Oil prices drifted lower on Tuesday, extending a cautious mood across global energy markets as traders weighed growing concerns of a supply surplus against ongoing geopolitical uncertainty.
While sanctions on Russian exports remain firmly in place, expectations of looser supply-demand balances next year are shaping a more bearish outlook for crude.
Brent crude fell by 27 cents to settle at $63.10 a barrel, while West Texas Intermediate (WTI) slipped 23 cents to $58.61 during early Asian trading hours, reported Reuters.
The modest decline follows a 1.3 per cent rise on Monday, when fading hopes of a breakthrough in negotiations to end the Russia-Ukraine war temporarily buoyed prices.
Despite the geopolitical backdrop, analysts say the momentum remains fragile. Sanctions on Russian crude and refined products continue to disrupt flows, yet forecasts suggest the real driver of market sentiment is a looming imbalance in 2026.
“In the short-term, the key risk is oversupply and current price levels seem vulnerable,” said Priyanka Sachdeva, senior market analyst at Phillip Nova.
Russian Crude: Sanctions, Shrinking Buyers and a Pivot to China
Fresh sanctions on oil majors Rosneft and Lukoil have complicated Moscow’s ability to place its barrels, particularly after Europe tightened rules on purchasing refined products made from Russian crude. The restrictions have squeezed demand from some Indian refiners, including private-sector giant Reliance, which has reportedly scaled back purchases.
With fewer willing buyers, Russia is increasingly turning eastwards. Alexander Novak, Russia’s Deputy Prime Minister, told a China–Russia business forum in Beijing that Moscow and Beijing have been exploring ways to deepen their energy partnership and expand oil shipments to China.
This pivot underscores how Russia is reconfiguring its energy export strategy amid Western pressure, yet even these new avenues may not be enough to offset a globally softer demand outlook.
Analysts Warn of a Growing Surplus
Across major financial institutions, the consensus is shifting towards a view that crude markets may be heading for a prolonged period of oversupply. A note from Deutsche Bank on Monday projected a 2026 surplus of at least 2 million barrels per day, with “no clear path back to deficits even by 2027,” according to analyst Michael Hsueh.

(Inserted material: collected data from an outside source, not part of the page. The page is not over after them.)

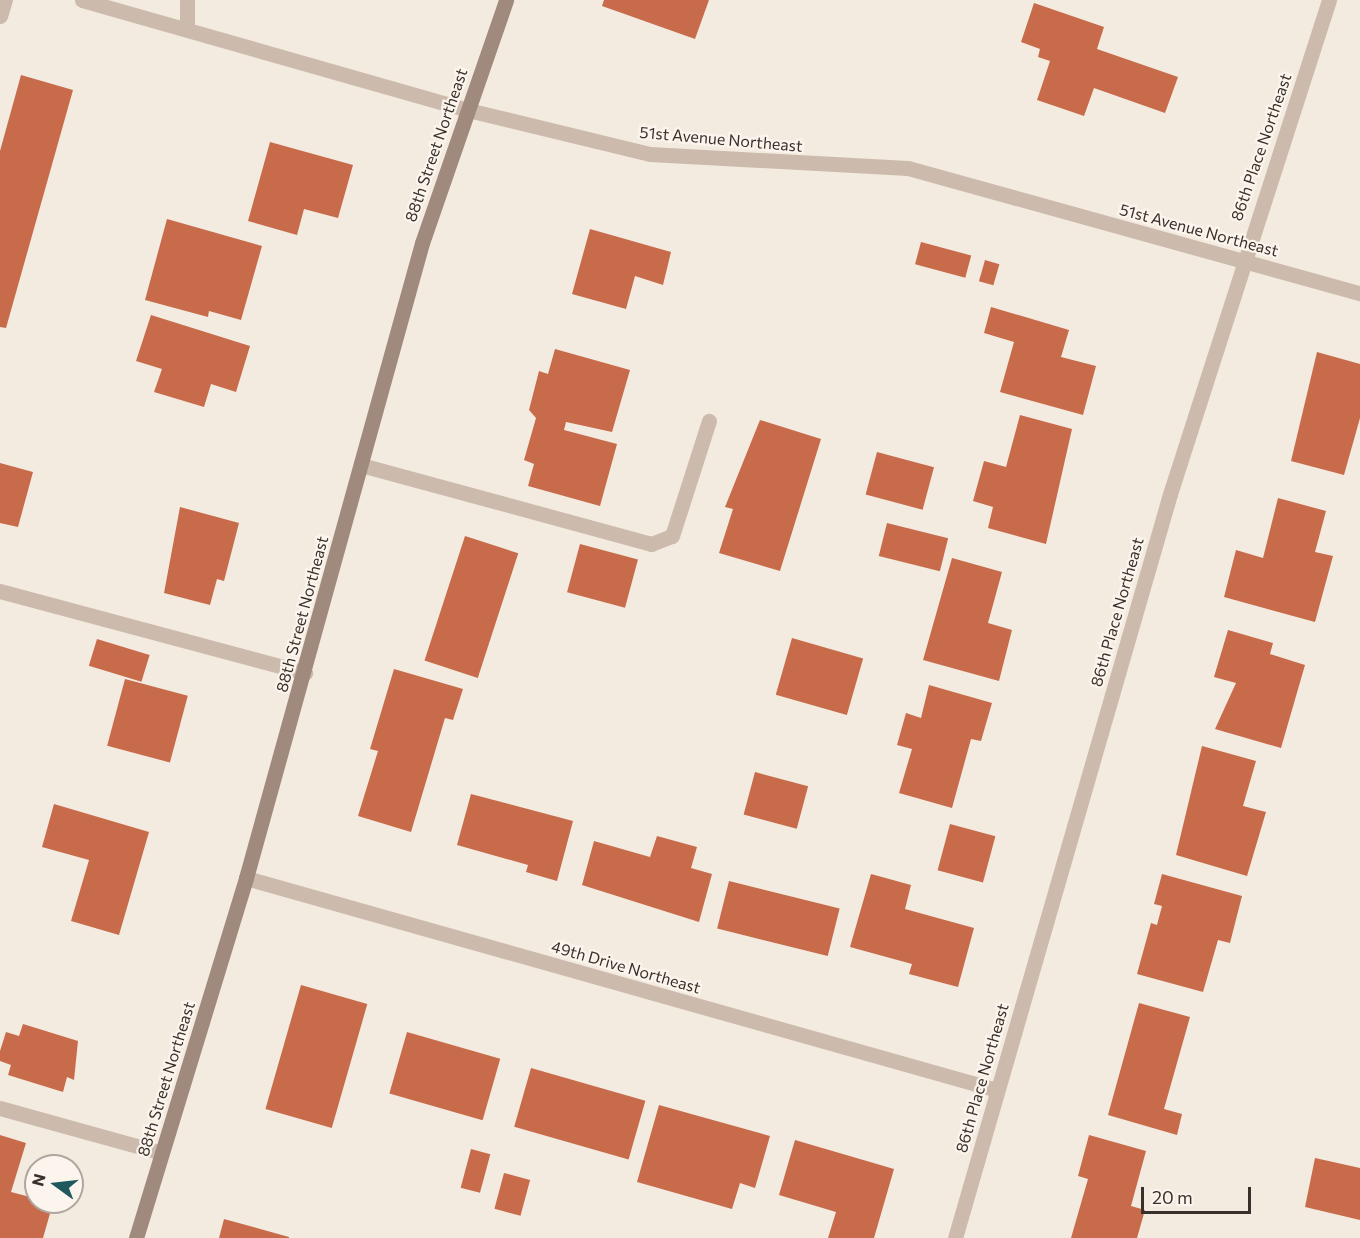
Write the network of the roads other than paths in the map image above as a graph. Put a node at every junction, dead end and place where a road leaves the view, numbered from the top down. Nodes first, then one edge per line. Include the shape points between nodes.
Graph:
1 (5, 0) edge
2 (82, 0) edge
3 (187, 0) edge
4 (506, 0) edge
5 (1329, 0) edge
6 (0, 16) edge
7 (188, 26) junction
8 (468, 110) junction
9 (1242, 260) junction
10 (1360, 293) edge
11 (709, 421) dead end
12 (361, 465) junction
13 (0, 591) edge
14 (305, 673) junction
15 (246, 878) junction
16 (997, 1090) junction
17 (0, 1107) edge
18 (162, 1152) junction
19 (136, 1238) edge
20 (955, 1238) edge

1 - 6 street
2 - 7 street, 51st Avenue Northeast
3 - 7 street
4 - 8 main road, 88th Street Northeast
5 - 9 street, 86th Place Northeast
7 - 8 street, 51st Avenue Northeast
8 - 9 street, 51st Avenue Northeast via 650,153 908,168
8 - 12 main road, 88th Street Northeast via 422,243
9 - 10 street, 51st Avenue Northeast
9 - 16 street, 86th Place Northeast
11 - 12 street via 672,536 651,544
12 - 14 main road, 88th Street Northeast
13 - 14 street
14 - 15 main road, 88th Street Northeast
15 - 16 street, 49th Drive Northeast
15 - 18 main road, 88th Street Northeast
16 - 20 street, 86th Place Northeast
17 - 18 street
18 - 19 main road, 88th Street Northeast

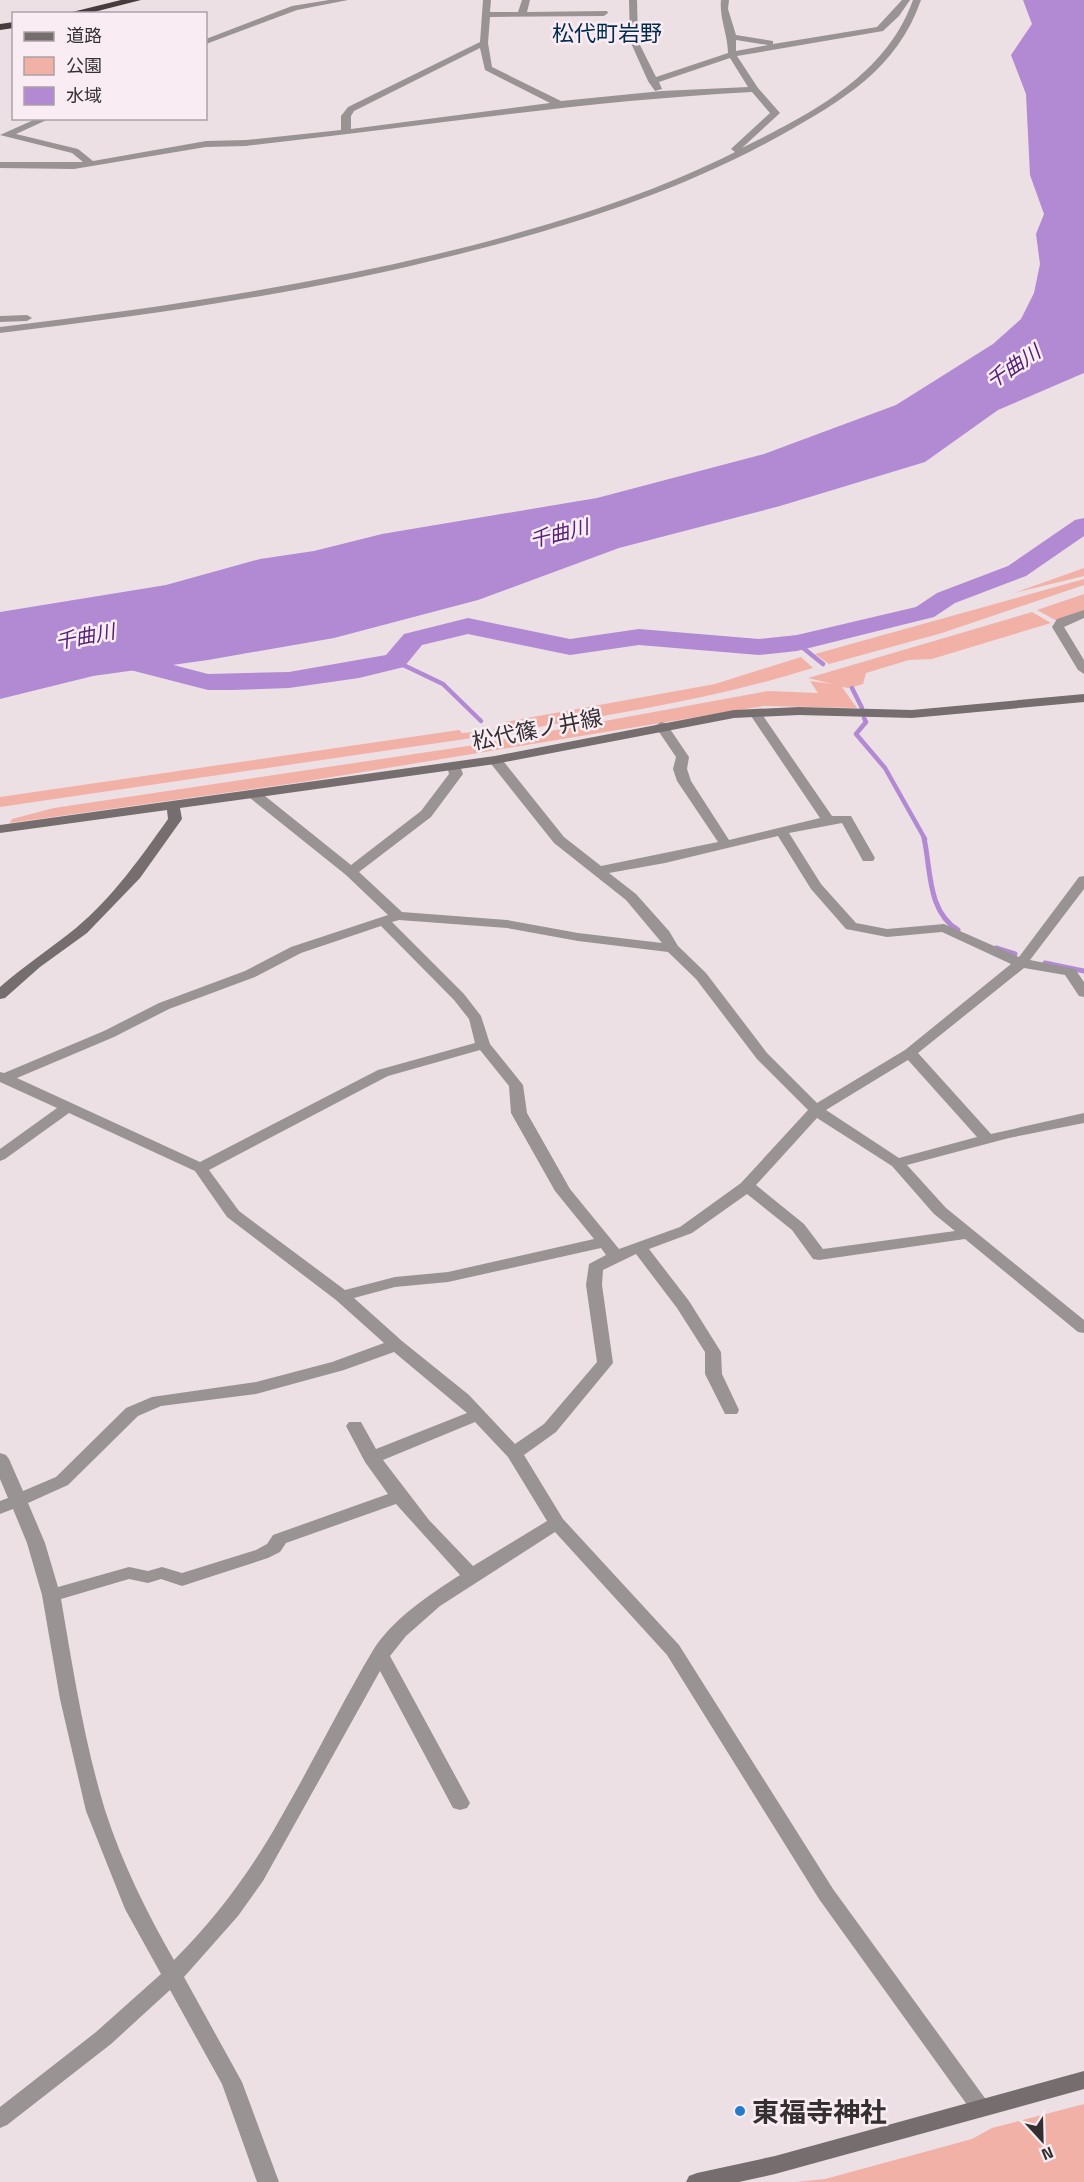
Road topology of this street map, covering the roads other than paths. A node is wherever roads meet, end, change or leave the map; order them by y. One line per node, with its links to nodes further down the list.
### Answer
1 (136, 0): 12 (highway)
2 (307, 0): 11 (street)
3 (344, 0): 11 (street)
4 (488, 0): 16 (street)
5 (526, 0): 13 (street)
6 (588, 0): 14 (street)
7 (633, 0): 22 (street)
8 (725, 0): 17 (street)
9 (906, 0): 20 (street)
10 (917, 0): 29 (street)
11 (295, 8): 18 (street)
12 (79, 12)
13 (522, 14): 14 (street); 16 (street)
14 (587, 14): 15 (street)
15 (604, 14)
16 (488, 15): 19 (street)
17 (732, 38): 20 (street); 21 (street)
18 (207, 42)
19 (484, 43): 25 (street); 27 (street)
20 (779, 46): 21 (street)
21 (732, 54): 22 (street); 23 (street)
22 (652, 81): 24 (street)
23 (754, 89): 24 (street); 29 (street)
24 (662, 94): 25 (street)
25 (560, 104): 27 (street)
26 (42, 120): 28 (street)
27 (346, 132): 30 (street)
28 (3, 136): 30 (street)
29 (724, 162): 32 (street)
30 (91, 164): 31 (street)
31 (0, 165)
32 (108, 317): 33 (street); 34 (street); 35 (street)
33 (0, 319)
34 (0, 330)
35 (0, 338)
36 (1084, 614): 37 (street)
37 (1084, 670)
38 (1084, 698): 39 (main road, 松代篠ノ井線)
39 (755, 713): 40 (main road, 松代篠ノ井線); 45 (street)
40 (661, 726): 41 (main road, 松代篠ノ井線); 48 (street)
41 (495, 760): 42 (main road, 松代篠ノ井線); 50 (street)
42 (454, 766): 43 (main road, 松代篠ノ井線); 51 (street)
43 (255, 795): 44 (main road, 松代篠ノ井線); 51 (street)
44 (172, 806): 46 (main road, 松代篠ノ井線); 58 (main road)
45 (828, 820): 47 (street); 49 (street)
46 (0, 829)
47 (781, 831): 48 (street); 56 (street)
48 (726, 845): 50 (street)
49 (868, 858)
50 (598, 871): 55 (street)
51 (351, 872): 53 (street)
52 (1084, 880): 56 (street)
53 (398, 916): 54 (street); 55 (street)
54 (384, 922): 59 (street); 61 (street)
55 (672, 948): 63 (street)
56 (1021, 963): 57 (street); 60 (street)
57 (1084, 993)
58 (0, 995)
59 (483, 1045): 68 (street); 71 (street)
60 (910, 1053): 63 (street); 65 (street)
61 (2, 1077): 62 (street)
62 (68, 1108): 66 (street); 68 (street)
63 (816, 1110): 67 (street); 69 (street)
64 (1084, 1118): 65 (street)
65 (987, 1139): 67 (street)
66 (0, 1156)
67 (897, 1163): 70 (street)
68 (200, 1168): 74 (street)
69 (747, 1186): 70 (street); 72 (street)
70 (968, 1234): 75 (street)
71 (605, 1242): 73 (street); 74 (street)
72 (640, 1248): 73 (street); 77 (street)
73 (616, 1256): 80 (street)
74 (342, 1296): 76 (street)
75 (1084, 1328)
76 (396, 1346): 78 (street); 84 (street)
77 (731, 1410)
78 (478, 1415): 80 (street); 81 (street)
79 (355, 1426): 81 (street)
80 (514, 1453): 86 (street)
81 (371, 1458): 83 (street)
82 (0, 1459): 84 (street)
83 (400, 1496): 87 (street); 88 (street)
84 (20, 1501): 85 (street); 88 (street)
85 (0, 1508)
86 (557, 1523): 87 (street); 93 (street)
87 (473, 1577): 89 (street)
88 (51, 1595): 91 (street)
89 (381, 1654): 90 (street); 91 (street)
90 (460, 1803)
91 (173, 1973): 94 (street); 95 (street)
92 (1084, 2080): 93 (main road)
93 (980, 2107): 96 (main road)
94 (0, 2119)
95 (268, 2182)
96 (697, 2182)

Such forecasts have overshadowed the lack of progress in the Ukraine peace negotiations. If talks eventually succeed, the lifting of sanctions could flood the market with previously restricted Russian supply, adding further strain to already loose fundamentals.
Still, not all sentiment is bearish. Oil markets have found pockets of support amid increased expectations of a US interest-rate cut at the Federal Reserve’s December policy meeting. Several Fed officials have signalled their backing for looser monetary policy, sparking optimism that cheaper borrowing could stimulate economic activity and, in turn, energy demand.
“The oil market is in a tug-of-war between a caution-driven supply overhang and demand hopes predicated on easier monetary policy,” Sachdeva noted.